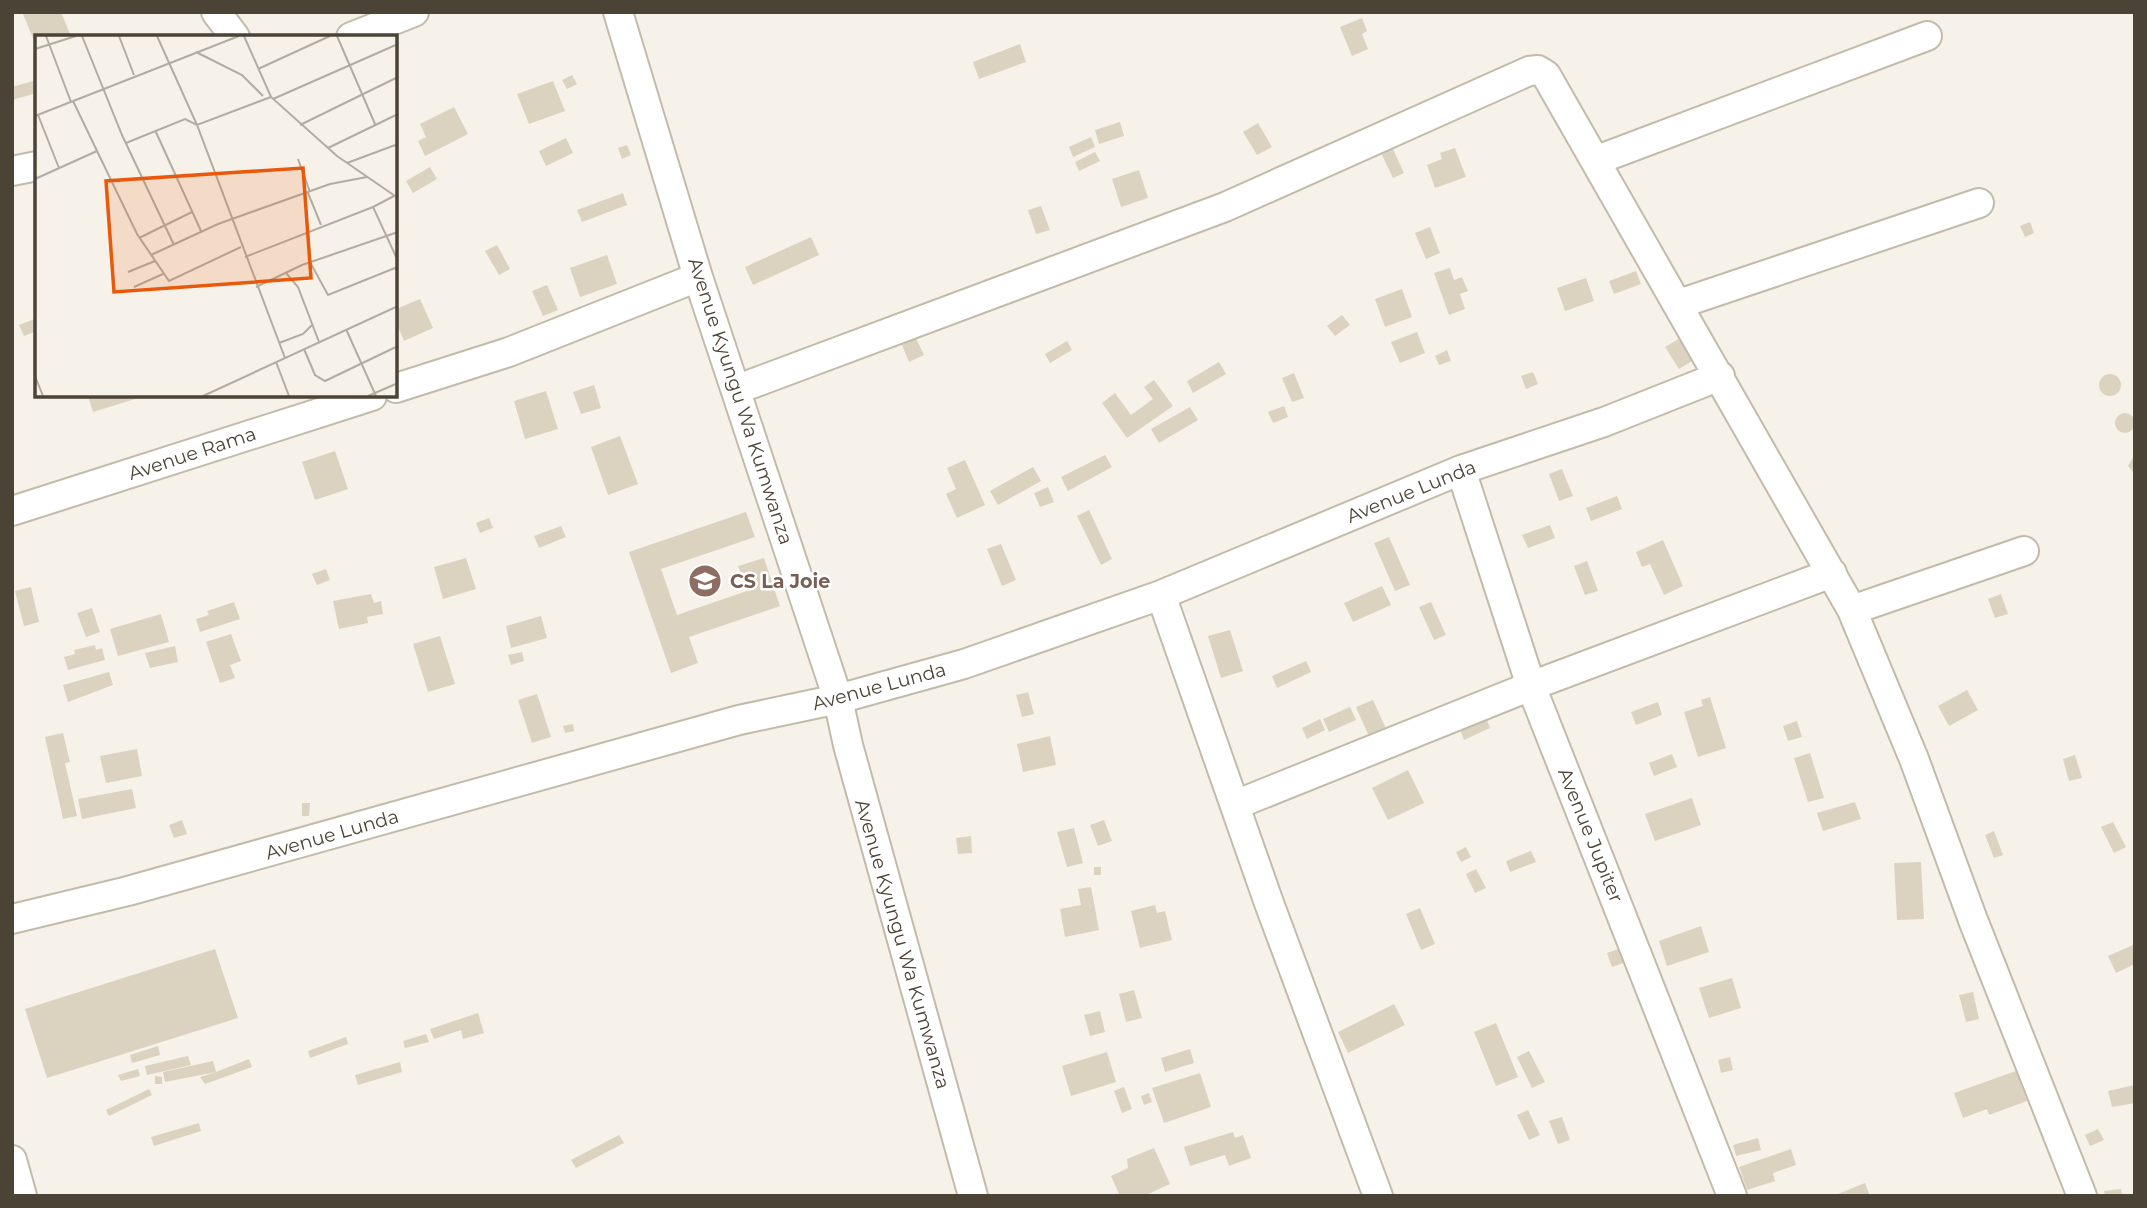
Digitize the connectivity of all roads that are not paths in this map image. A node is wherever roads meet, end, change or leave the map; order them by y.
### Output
1 (216, 12) edge
2 (414, 12) edge
3 (618, 12) edge
4 (233, 35) edge
5 (356, 35) edge
6 (1927, 36) dead end
7 (1597, 160) junction
8 (35, 166) edge
9 (12, 171) edge
10 (1979, 203) dead end
11 (698, 277) junction
12 (1679, 304) junction
13 (1720, 376) junction
14 (397, 388) edge
15 (738, 389) junction
16 (369, 397) edge
17 (1461, 470) junction
18 (12, 511) edge
19 (2024, 551) dead end
20 (1832, 573) junction
21 (1161, 595) junction
22 (1852, 610) junction
23 (1531, 686) junction
24 (838, 699) junction
25 (1235, 806) junction
26 (12, 919) edge
27 (12, 1160) edge
28 (22, 1196) edge
29 (973, 1196) edge
30 (1378, 1196) edge
31 (1732, 1196) edge
32 (2082, 1196) edge

1 - 4 street
2 - 5 street
3 - 11 street, Avenue Kyungu Wa Kumwanza
6 - 7 street
7 - 12 street
7 - 15 street
8 - 9 street
10 - 12 street
11 - 14 street
11 - 15 street, Avenue Kyungu Wa Kumwanza
12 - 13 street
13 - 17 street, Avenue Lunda
13 - 20 street
15 - 24 street, Avenue Kyungu Wa Kumwanza
16 - 18 street, Avenue Rama
17 - 21 street, Avenue Lunda
17 - 23 street, Avenue Jupiter
19 - 22 street
20 - 22 street
20 - 23 street
21 - 24 street, Avenue Lunda
21 - 25 street
22 - 32 street
23 - 25 street
23 - 31 street, Avenue Jupiter
24 - 26 street, Avenue Lunda
24 - 29 street, Avenue Kyungu Wa Kumwanza
25 - 30 street
27 - 28 street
***
What to produce
Filter the entries above down to the lines that hold the word "Kyungu", and copy those lines.

Response for this exercise
3 - 11 street, Avenue Kyungu Wa Kumwanza
11 - 15 street, Avenue Kyungu Wa Kumwanza
15 - 24 street, Avenue Kyungu Wa Kumwanza
24 - 29 street, Avenue Kyungu Wa Kumwanza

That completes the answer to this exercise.